═══ RECORDS TO USE

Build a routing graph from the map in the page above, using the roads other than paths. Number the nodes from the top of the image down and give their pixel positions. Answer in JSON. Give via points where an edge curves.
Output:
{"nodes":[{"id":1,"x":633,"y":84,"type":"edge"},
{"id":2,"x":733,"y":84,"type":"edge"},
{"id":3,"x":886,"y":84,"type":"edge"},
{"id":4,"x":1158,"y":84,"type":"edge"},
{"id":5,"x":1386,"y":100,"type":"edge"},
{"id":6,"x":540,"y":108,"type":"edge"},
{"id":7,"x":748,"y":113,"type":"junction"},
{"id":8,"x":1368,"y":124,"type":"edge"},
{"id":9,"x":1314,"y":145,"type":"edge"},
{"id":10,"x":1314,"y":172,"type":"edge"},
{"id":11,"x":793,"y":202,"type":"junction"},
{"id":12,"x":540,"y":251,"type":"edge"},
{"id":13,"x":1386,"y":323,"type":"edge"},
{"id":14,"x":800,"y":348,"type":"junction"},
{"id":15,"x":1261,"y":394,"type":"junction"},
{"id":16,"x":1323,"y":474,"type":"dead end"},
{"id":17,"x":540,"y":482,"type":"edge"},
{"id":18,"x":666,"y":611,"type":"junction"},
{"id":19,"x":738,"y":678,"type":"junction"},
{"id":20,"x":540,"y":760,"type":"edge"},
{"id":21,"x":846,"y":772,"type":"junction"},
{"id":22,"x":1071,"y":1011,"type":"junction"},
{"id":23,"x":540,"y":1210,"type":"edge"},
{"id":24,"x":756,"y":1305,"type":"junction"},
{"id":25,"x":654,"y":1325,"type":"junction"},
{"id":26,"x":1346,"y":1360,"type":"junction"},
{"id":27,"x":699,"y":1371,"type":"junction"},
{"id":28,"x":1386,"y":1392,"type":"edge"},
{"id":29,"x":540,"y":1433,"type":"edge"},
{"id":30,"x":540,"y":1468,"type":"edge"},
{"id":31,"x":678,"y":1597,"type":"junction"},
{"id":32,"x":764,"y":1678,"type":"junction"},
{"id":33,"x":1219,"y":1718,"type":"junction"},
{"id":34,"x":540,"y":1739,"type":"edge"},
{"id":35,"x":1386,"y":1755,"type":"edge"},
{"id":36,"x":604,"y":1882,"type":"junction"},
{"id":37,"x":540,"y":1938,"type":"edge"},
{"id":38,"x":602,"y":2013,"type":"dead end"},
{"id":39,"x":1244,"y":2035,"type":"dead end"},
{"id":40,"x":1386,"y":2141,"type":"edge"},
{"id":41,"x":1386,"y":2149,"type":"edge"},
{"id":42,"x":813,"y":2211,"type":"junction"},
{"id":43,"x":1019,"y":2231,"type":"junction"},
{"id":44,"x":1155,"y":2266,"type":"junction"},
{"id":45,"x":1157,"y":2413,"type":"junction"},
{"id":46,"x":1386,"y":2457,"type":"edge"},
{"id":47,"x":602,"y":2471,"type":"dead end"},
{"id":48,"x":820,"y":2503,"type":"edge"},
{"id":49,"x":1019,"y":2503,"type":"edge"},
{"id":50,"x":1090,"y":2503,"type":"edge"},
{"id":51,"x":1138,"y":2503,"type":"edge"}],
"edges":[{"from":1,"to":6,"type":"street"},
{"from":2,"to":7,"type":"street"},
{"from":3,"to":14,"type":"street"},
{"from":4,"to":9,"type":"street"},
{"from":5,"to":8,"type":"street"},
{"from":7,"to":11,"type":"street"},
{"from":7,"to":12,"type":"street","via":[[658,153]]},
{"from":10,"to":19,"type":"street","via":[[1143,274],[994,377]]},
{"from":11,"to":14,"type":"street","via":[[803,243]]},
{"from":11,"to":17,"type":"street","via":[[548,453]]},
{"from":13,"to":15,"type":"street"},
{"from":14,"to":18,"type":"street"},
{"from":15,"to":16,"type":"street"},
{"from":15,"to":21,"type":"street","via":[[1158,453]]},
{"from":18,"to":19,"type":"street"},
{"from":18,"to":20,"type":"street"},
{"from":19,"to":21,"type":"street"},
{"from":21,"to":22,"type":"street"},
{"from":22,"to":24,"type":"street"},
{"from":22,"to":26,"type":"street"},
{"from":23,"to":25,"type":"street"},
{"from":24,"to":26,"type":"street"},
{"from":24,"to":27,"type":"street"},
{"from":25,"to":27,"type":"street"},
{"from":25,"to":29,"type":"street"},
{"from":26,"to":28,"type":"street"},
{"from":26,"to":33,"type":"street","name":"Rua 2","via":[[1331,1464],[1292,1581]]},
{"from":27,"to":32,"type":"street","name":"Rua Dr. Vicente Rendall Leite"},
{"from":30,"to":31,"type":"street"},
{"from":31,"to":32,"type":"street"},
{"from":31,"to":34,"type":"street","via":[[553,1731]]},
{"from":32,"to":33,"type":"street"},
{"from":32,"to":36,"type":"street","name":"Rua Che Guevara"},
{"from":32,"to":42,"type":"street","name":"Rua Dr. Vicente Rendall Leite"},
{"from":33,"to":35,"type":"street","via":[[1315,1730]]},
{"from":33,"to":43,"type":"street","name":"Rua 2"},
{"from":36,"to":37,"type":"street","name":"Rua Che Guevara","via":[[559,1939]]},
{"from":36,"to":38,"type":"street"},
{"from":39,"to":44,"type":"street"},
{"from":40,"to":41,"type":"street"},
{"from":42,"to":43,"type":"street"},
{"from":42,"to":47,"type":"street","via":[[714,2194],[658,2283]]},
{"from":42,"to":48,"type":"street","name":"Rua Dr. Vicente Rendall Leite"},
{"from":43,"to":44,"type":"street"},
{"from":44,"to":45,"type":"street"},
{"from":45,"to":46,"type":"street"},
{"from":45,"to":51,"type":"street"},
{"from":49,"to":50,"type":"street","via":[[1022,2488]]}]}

══════

▶ _EXERCISE DIRECTIONS_
Write the entries out once more, exactly, without dropping a line.

▶ _RESPONSE FOR THIS EXERCISE_
Build a routing graph from the map in the page above, using the roads other than paths. Number the nodes from the top of the image down and give their pixel positions. Answer in JSON. Give via points where an edge curves.
Output:
{"nodes":[{"id":1,"x":633,"y":84,"type":"edge"},
{"id":2,"x":733,"y":84,"type":"edge"},
{"id":3,"x":886,"y":84,"type":"edge"},
{"id":4,"x":1158,"y":84,"type":"edge"},
{"id":5,"x":1386,"y":100,"type":"edge"},
{"id":6,"x":540,"y":108,"type":"edge"},
{"id":7,"x":748,"y":113,"type":"junction"},
{"id":8,"x":1368,"y":124,"type":"edge"},
{"id":9,"x":1314,"y":145,"type":"edge"},
{"id":10,"x":1314,"y":172,"type":"edge"},
{"id":11,"x":793,"y":202,"type":"junction"},
{"id":12,"x":540,"y":251,"type":"edge"},
{"id":13,"x":1386,"y":323,"type":"edge"},
{"id":14,"x":800,"y":348,"type":"junction"},
{"id":15,"x":1261,"y":394,"type":"junction"},
{"id":16,"x":1323,"y":474,"type":"dead end"},
{"id":17,"x":540,"y":482,"type":"edge"},
{"id":18,"x":666,"y":611,"type":"junction"},
{"id":19,"x":738,"y":678,"type":"junction"},
{"id":20,"x":540,"y":760,"type":"edge"},
{"id":21,"x":846,"y":772,"type":"junction"},
{"id":22,"x":1071,"y":1011,"type":"junction"},
{"id":23,"x":540,"y":1210,"type":"edge"},
{"id":24,"x":756,"y":1305,"type":"junction"},
{"id":25,"x":654,"y":1325,"type":"junction"},
{"id":26,"x":1346,"y":1360,"type":"junction"},
{"id":27,"x":699,"y":1371,"type":"junction"},
{"id":28,"x":1386,"y":1392,"type":"edge"},
{"id":29,"x":540,"y":1433,"type":"edge"},
{"id":30,"x":540,"y":1468,"type":"edge"},
{"id":31,"x":678,"y":1597,"type":"junction"},
{"id":32,"x":764,"y":1678,"type":"junction"},
{"id":33,"x":1219,"y":1718,"type":"junction"},
{"id":34,"x":540,"y":1739,"type":"edge"},
{"id":35,"x":1386,"y":1755,"type":"edge"},
{"id":36,"x":604,"y":1882,"type":"junction"},
{"id":37,"x":540,"y":1938,"type":"edge"},
{"id":38,"x":602,"y":2013,"type":"dead end"},
{"id":39,"x":1244,"y":2035,"type":"dead end"},
{"id":40,"x":1386,"y":2141,"type":"edge"},
{"id":41,"x":1386,"y":2149,"type":"edge"},
{"id":42,"x":813,"y":2211,"type":"junction"},
{"id":43,"x":1019,"y":2231,"type":"junction"},
{"id":44,"x":1155,"y":2266,"type":"junction"},
{"id":45,"x":1157,"y":2413,"type":"junction"},
{"id":46,"x":1386,"y":2457,"type":"edge"},
{"id":47,"x":602,"y":2471,"type":"dead end"},
{"id":48,"x":820,"y":2503,"type":"edge"},
{"id":49,"x":1019,"y":2503,"type":"edge"},
{"id":50,"x":1090,"y":2503,"type":"edge"},
{"id":51,"x":1138,"y":2503,"type":"edge"}],
"edges":[{"from":1,"to":6,"type":"street"},
{"from":2,"to":7,"type":"street"},
{"from":3,"to":14,"type":"street"},
{"from":4,"to":9,"type":"street"},
{"from":5,"to":8,"type":"street"},
{"from":7,"to":11,"type":"street"},
{"from":7,"to":12,"type":"street","via":[[658,153]]},
{"from":10,"to":19,"type":"street","via":[[1143,274],[994,377]]},
{"from":11,"to":14,"type":"street","via":[[803,243]]},
{"from":11,"to":17,"type":"street","via":[[548,453]]},
{"from":13,"to":15,"type":"street"},
{"from":14,"to":18,"type":"street"},
{"from":15,"to":16,"type":"street"},
{"from":15,"to":21,"type":"street","via":[[1158,453]]},
{"from":18,"to":19,"type":"street"},
{"from":18,"to":20,"type":"street"},
{"from":19,"to":21,"type":"street"},
{"from":21,"to":22,"type":"street"},
{"from":22,"to":24,"type":"street"},
{"from":22,"to":26,"type":"street"},
{"from":23,"to":25,"type":"street"},
{"from":24,"to":26,"type":"street"},
{"from":24,"to":27,"type":"street"},
{"from":25,"to":27,"type":"street"},
{"from":25,"to":29,"type":"street"},
{"from":26,"to":28,"type":"street"},
{"from":26,"to":33,"type":"street","name":"Rua 2","via":[[1331,1464],[1292,1581]]},
{"from":27,"to":32,"type":"street","name":"Rua Dr. Vicente Rendall Leite"},
{"from":30,"to":31,"type":"street"},
{"from":31,"to":32,"type":"street"},
{"from":31,"to":34,"type":"street","via":[[553,1731]]},
{"from":32,"to":33,"type":"street"},
{"from":32,"to":36,"type":"street","name":"Rua Che Guevara"},
{"from":32,"to":42,"type":"street","name":"Rua Dr. Vicente Rendall Leite"},
{"from":33,"to":35,"type":"street","via":[[1315,1730]]},
{"from":33,"to":43,"type":"street","name":"Rua 2"},
{"from":36,"to":37,"type":"street","name":"Rua Che Guevara","via":[[559,1939]]},
{"from":36,"to":38,"type":"street"},
{"from":39,"to":44,"type":"street"},
{"from":40,"to":41,"type":"street"},
{"from":42,"to":43,"type":"street"},
{"from":42,"to":47,"type":"street","via":[[714,2194],[658,2283]]},
{"from":42,"to":48,"type":"street","name":"Rua Dr. Vicente Rendall Leite"},
{"from":43,"to":44,"type":"street"},
{"from":44,"to":45,"type":"street"},
{"from":45,"to":46,"type":"street"},
{"from":45,"to":51,"type":"street"},
{"from":49,"to":50,"type":"street","via":[[1022,2488]]}]}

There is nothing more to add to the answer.